**EXERCISE**
Go through the entries below and copy each line containing the word "numbered".

**SUPPLIED RECORDS**
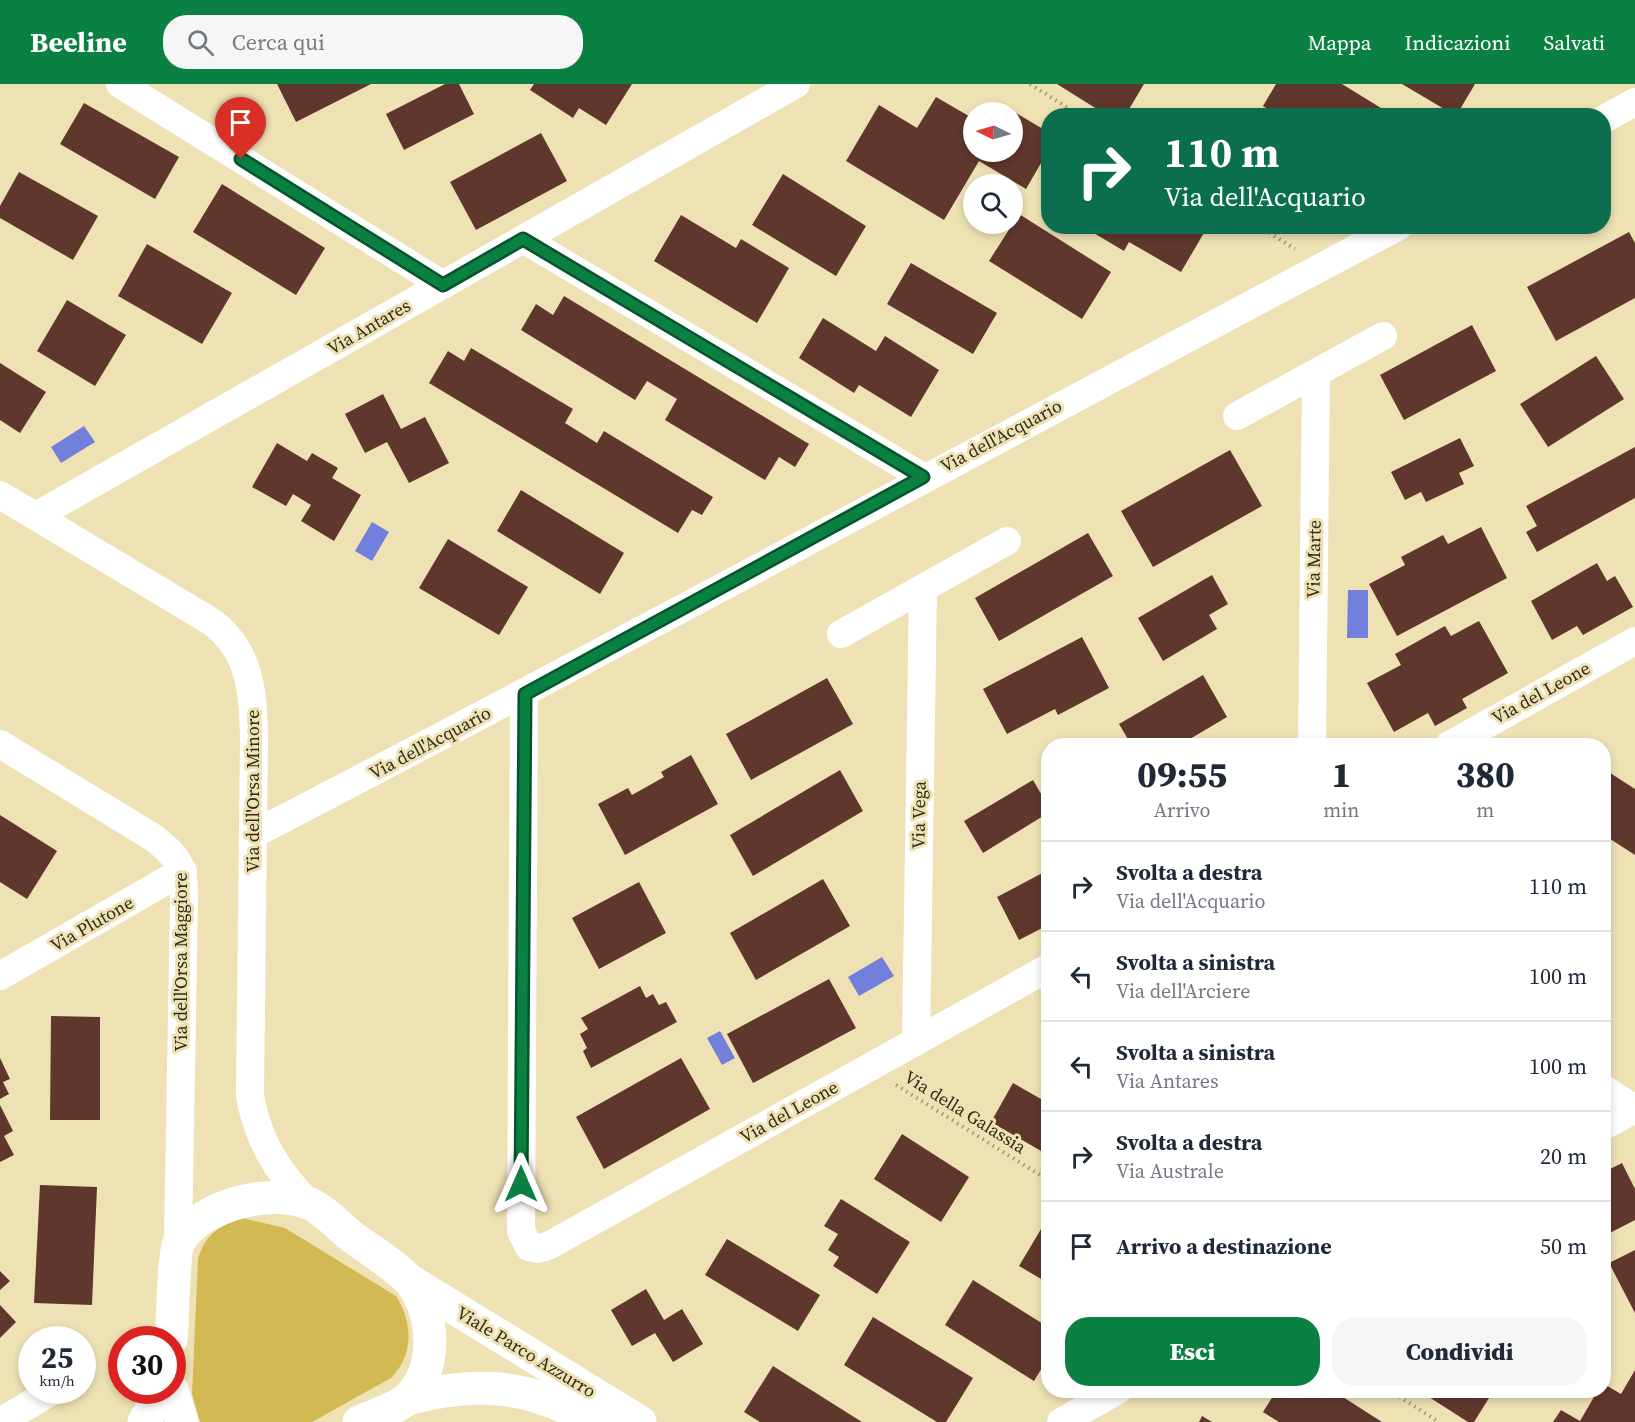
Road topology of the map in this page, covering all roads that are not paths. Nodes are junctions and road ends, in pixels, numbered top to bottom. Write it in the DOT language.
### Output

==

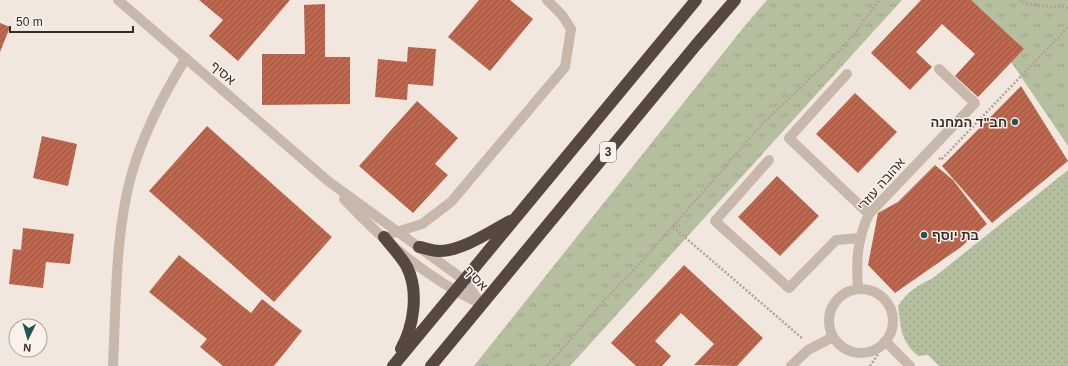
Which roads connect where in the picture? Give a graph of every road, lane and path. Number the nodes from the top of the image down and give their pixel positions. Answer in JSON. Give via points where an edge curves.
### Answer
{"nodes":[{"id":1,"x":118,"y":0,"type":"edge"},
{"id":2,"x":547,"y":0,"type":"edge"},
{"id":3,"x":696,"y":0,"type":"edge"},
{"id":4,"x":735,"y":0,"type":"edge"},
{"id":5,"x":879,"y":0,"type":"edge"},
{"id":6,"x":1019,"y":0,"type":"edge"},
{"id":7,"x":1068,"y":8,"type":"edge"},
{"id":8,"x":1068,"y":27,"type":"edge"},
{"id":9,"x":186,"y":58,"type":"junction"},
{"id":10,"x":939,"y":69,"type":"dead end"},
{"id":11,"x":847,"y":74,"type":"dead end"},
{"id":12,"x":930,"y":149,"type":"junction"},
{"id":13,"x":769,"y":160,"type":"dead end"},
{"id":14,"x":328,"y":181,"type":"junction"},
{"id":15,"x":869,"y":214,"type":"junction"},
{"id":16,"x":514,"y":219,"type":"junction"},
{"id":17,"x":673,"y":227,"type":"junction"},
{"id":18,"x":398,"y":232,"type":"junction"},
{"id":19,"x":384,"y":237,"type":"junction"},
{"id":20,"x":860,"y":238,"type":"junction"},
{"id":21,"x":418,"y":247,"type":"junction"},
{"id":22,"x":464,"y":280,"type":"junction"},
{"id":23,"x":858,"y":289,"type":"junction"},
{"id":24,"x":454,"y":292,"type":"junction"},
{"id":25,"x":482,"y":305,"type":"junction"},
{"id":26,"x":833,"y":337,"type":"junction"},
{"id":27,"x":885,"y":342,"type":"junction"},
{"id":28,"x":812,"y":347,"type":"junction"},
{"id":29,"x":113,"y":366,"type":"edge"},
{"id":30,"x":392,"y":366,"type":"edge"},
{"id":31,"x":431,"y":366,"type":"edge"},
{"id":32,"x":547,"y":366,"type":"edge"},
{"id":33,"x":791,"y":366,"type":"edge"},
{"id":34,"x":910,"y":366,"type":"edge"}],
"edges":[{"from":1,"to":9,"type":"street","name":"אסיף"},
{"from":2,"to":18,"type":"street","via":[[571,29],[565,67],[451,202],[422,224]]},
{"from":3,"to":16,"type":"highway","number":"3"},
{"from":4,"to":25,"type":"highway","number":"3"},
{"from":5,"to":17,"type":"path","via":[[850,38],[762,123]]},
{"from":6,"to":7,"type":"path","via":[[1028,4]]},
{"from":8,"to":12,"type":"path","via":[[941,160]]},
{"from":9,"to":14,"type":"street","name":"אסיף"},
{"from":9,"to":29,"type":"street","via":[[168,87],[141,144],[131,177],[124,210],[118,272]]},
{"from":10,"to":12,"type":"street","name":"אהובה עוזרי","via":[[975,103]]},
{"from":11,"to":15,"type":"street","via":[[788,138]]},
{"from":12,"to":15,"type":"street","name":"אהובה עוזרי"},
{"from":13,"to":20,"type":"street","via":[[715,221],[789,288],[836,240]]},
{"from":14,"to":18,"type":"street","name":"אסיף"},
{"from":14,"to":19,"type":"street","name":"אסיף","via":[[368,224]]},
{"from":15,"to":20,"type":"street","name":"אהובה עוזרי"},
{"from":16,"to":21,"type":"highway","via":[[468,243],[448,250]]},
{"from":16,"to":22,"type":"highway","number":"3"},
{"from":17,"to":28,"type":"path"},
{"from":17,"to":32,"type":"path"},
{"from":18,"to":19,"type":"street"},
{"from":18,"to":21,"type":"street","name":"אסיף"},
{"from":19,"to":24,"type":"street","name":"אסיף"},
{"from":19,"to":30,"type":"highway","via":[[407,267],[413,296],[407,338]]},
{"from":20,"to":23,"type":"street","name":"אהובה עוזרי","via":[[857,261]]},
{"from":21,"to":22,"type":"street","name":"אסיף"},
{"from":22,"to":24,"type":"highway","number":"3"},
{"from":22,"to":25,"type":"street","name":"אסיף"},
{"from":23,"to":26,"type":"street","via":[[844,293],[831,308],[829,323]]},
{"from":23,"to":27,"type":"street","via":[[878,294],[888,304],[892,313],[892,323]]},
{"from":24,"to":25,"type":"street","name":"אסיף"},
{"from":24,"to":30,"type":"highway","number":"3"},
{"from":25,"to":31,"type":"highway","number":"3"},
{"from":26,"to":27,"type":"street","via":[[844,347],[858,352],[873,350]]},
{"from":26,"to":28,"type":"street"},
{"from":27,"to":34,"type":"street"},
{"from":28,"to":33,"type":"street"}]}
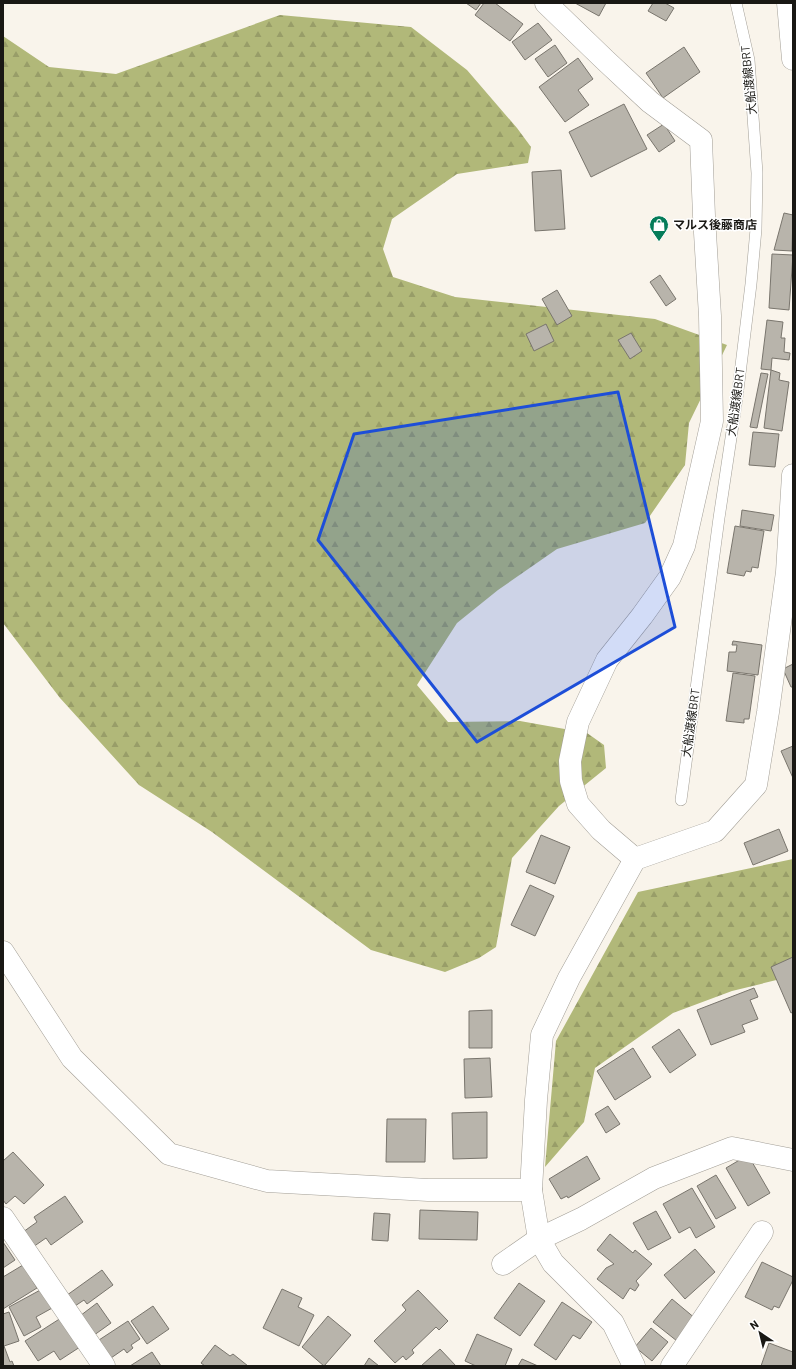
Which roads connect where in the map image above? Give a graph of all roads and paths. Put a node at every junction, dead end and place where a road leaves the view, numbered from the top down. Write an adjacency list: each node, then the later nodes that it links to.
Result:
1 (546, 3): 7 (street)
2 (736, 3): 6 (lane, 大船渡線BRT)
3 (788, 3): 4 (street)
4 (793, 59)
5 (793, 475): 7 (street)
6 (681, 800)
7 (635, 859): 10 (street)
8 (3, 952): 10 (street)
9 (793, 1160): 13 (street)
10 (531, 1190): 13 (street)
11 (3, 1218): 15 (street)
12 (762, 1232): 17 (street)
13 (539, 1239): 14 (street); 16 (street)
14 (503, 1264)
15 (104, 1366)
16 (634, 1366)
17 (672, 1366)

---

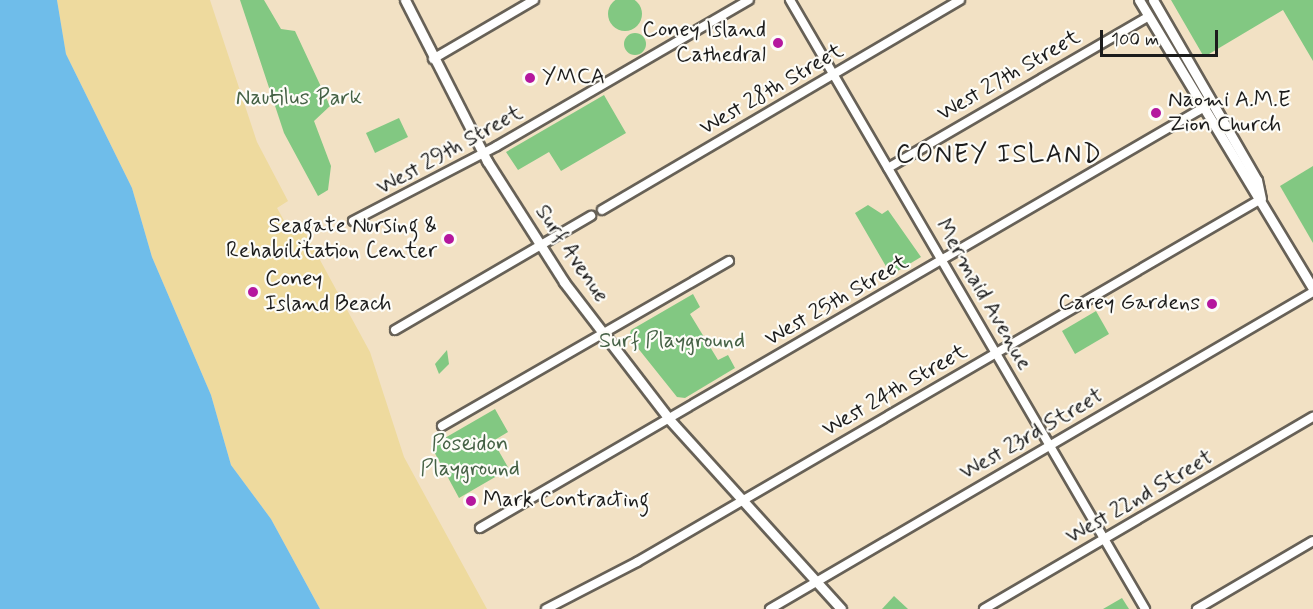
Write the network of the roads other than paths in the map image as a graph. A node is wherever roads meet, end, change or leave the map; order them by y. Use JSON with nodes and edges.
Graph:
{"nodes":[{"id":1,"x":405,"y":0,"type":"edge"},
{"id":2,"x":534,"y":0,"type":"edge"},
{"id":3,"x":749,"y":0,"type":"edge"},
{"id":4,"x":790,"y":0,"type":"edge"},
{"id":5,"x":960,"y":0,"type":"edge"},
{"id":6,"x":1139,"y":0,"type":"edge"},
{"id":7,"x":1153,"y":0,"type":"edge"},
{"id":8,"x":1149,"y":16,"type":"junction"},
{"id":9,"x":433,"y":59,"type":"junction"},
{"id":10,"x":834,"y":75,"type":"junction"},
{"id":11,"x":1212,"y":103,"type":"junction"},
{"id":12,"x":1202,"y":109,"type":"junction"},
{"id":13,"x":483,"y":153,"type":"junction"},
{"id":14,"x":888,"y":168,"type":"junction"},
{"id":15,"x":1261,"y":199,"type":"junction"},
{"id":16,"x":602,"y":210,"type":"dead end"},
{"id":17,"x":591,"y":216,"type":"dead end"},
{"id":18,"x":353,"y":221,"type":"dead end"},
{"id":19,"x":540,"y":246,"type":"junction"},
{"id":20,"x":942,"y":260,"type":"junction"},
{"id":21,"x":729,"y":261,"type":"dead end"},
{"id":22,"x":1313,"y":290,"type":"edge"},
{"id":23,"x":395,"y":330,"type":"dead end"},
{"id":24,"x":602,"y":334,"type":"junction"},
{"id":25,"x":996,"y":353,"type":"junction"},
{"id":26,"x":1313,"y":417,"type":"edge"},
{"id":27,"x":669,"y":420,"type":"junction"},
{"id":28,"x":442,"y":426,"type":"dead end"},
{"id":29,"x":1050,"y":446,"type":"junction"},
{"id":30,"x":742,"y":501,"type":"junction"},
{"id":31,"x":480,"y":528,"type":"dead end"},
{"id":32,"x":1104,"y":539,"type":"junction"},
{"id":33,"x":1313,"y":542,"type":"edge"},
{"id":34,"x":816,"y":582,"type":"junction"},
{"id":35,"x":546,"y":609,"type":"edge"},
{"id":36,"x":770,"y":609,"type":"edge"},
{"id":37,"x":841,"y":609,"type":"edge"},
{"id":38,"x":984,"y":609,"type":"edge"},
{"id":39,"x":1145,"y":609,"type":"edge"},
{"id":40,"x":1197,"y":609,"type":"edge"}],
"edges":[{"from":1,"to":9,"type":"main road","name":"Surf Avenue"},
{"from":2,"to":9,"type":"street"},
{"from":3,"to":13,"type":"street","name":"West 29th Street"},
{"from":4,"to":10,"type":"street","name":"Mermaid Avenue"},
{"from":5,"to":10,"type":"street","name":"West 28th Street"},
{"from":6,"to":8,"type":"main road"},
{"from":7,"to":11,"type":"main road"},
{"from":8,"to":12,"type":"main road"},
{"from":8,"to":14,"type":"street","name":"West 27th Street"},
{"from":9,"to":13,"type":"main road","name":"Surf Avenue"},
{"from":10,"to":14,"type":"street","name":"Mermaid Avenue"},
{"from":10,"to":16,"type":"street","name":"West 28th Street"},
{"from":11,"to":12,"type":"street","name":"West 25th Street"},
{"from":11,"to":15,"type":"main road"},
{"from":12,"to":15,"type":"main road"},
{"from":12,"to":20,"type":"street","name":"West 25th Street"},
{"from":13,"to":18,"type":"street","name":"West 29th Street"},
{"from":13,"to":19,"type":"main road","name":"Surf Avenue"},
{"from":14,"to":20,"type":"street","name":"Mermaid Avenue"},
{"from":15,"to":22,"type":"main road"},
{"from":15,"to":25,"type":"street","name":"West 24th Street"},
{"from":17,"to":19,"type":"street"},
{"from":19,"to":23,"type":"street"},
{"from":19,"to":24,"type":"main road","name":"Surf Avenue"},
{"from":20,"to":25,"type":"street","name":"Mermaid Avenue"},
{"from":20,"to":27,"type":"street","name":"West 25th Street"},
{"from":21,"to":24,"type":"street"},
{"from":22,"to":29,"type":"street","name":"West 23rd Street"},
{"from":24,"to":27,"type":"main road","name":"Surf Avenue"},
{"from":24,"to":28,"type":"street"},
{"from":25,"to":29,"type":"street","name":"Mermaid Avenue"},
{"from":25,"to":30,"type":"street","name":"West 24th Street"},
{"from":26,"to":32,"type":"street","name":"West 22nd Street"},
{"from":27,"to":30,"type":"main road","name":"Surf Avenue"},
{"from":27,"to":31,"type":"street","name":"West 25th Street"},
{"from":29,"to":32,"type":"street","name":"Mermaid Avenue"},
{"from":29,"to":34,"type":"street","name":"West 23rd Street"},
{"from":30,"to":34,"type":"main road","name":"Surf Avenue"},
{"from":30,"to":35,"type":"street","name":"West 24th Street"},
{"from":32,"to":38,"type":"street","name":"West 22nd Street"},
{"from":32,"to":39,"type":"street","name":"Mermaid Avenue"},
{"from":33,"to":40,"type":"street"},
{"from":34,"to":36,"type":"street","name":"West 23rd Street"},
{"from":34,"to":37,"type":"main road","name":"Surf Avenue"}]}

**TASK SOLUTION**
Road topology of the map in this page, covering all roads that are not paths. Nodes are junctions and road ends, in pixels, numbered top to bottom. Write it in the DOT language.
Which roads connect where in the map image above? Give a graph of all roads and paths. Put a node at every junction, dead end and place where a road leaves the view, numbered from the top down. Write an adjacency list: each node, then the later nodes that it links to.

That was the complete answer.